Supplied data:
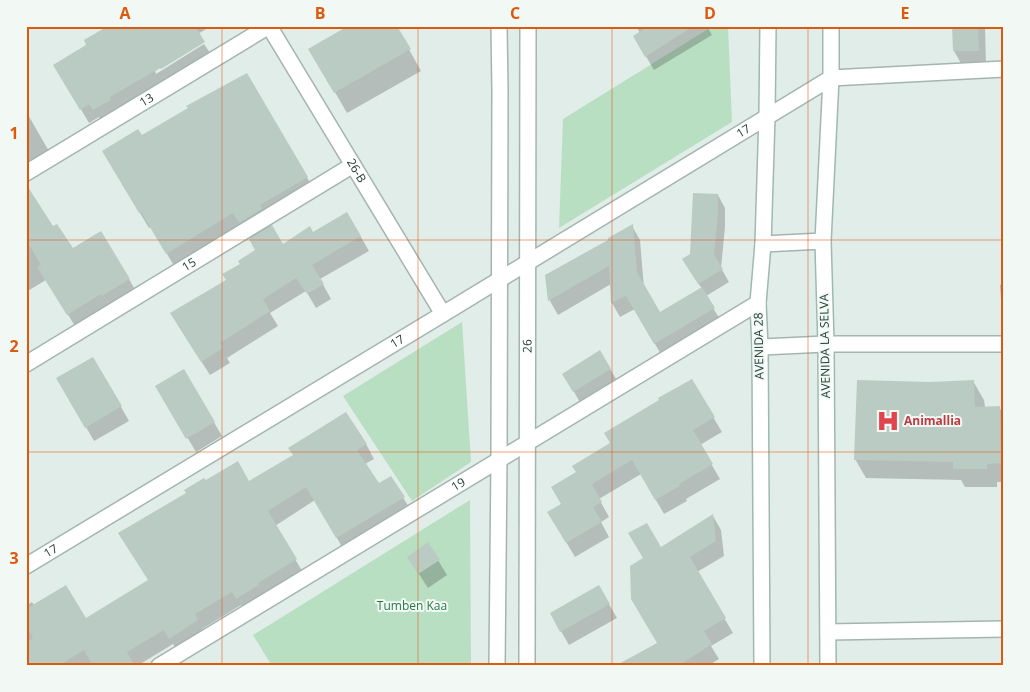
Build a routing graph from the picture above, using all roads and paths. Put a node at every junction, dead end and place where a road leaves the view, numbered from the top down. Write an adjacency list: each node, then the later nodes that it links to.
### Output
1 (269, 26): 9 (street, 26-B); 10 (street, 13)
2 (499, 26): 14 (street)
3 (528, 26): 13 (street, 26)
4 (768, 26): 8 (street, AVENIDA 28)
5 (831, 26): 7 (street, AVENIDA LA SELVA)
6 (1004, 68): 7 (street)
7 (831, 78): 8 (street, 17); 11 (street, AVENIDA LA SELVA)
8 (767, 116): 12 (street, AVENIDA 28); 13 (street, 17)
9 (353, 166): 16 (street, 26-B); 20 (street, 15)
10 (26, 173)
11 (823, 241): 12 (street); 17 (street, AVENIDA LA SELVA)
12 (763, 244): 15 (street, AVENIDA 28)
13 (528, 263): 14 (street, 17); 21 (street, 26)
14 (500, 280): 16 (street, 17); 22 (street)
15 (758, 303): 19 (street, AVENIDA 28); 21 (street, 19)
16 (444, 314): 23 (street, 17)
17 (826, 344): 18 (street); 19 (street); 25 (street, AVENIDA LA SELVA)
18 (1004, 344)
19 (760, 347): 29 (street, AVENIDA 28)
20 (26, 364)
21 (527, 443): 22 (street, 19); 28 (street, 26)
22 (499, 460): 26 (street, 19); 27 (street)
23 (26, 566)
24 (1004, 629): 25 (street)
25 (828, 632): 30 (street, AVENIDA LA SELVA)
26 (159, 666)
27 (497, 666)
28 (527, 666)
29 (762, 666)
30 (828, 666)

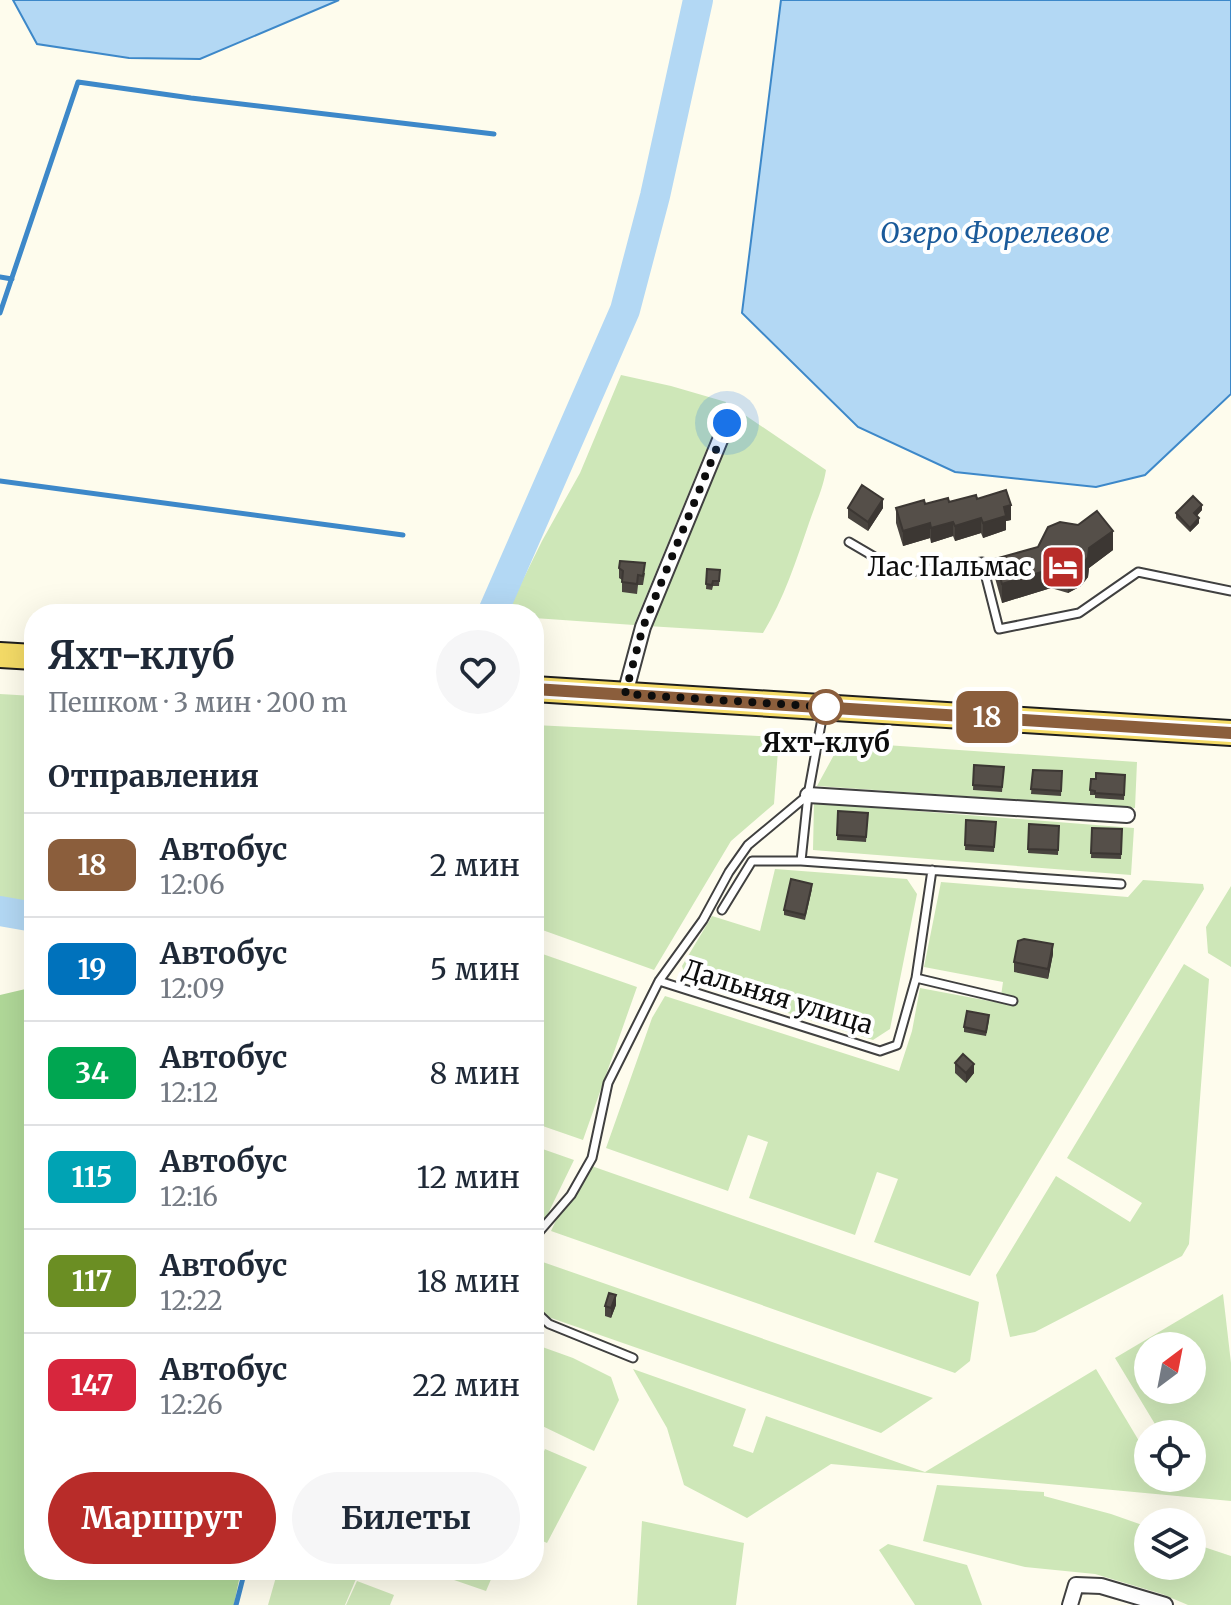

Work instruction: Return all the records exactly. Skip the pictures.

Exercise output:
Build a routing graph from the picture above, using all roads and paths. Put a node at every junction, dead end and place where a road leaves the view, numbered from the top down. Write an adjacency list: each node, then the later nodes that it links to.
### Output
1 (269, 26): 9 (street, 26-B); 10 (street, 13)
2 (499, 26): 14 (street)
3 (528, 26): 13 (street, 26)
4 (768, 26): 8 (street, AVENIDA 28)
5 (831, 26): 7 (street, AVENIDA LA SELVA)
6 (1004, 68): 7 (street)
7 (831, 78): 8 (street, 17); 11 (street, AVENIDA LA SELVA)
8 (767, 116): 12 (street, AVENIDA 28); 13 (street, 17)
9 (353, 166): 16 (street, 26-B); 20 (street, 15)
10 (26, 173)
11 (823, 241): 12 (street); 17 (street, AVENIDA LA SELVA)
12 (763, 244): 15 (street, AVENIDA 28)
13 (528, 263): 14 (street, 17); 21 (street, 26)
14 (500, 280): 16 (street, 17); 22 (street)
15 (758, 303): 19 (street, AVENIDA 28); 21 (street, 19)
16 (444, 314): 23 (street, 17)
17 (826, 344): 18 (street); 19 (street); 25 (street, AVENIDA LA SELVA)
18 (1004, 344)
19 (760, 347): 29 (street, AVENIDA 28)
20 (26, 364)
21 (527, 443): 22 (street, 19); 28 (street, 26)
22 (499, 460): 26 (street, 19); 27 (street)
23 (26, 566)
24 (1004, 629): 25 (street)
25 (828, 632): 30 (street, AVENIDA LA SELVA)
26 (159, 666)
27 (497, 666)
28 (527, 666)
29 (762, 666)
30 (828, 666)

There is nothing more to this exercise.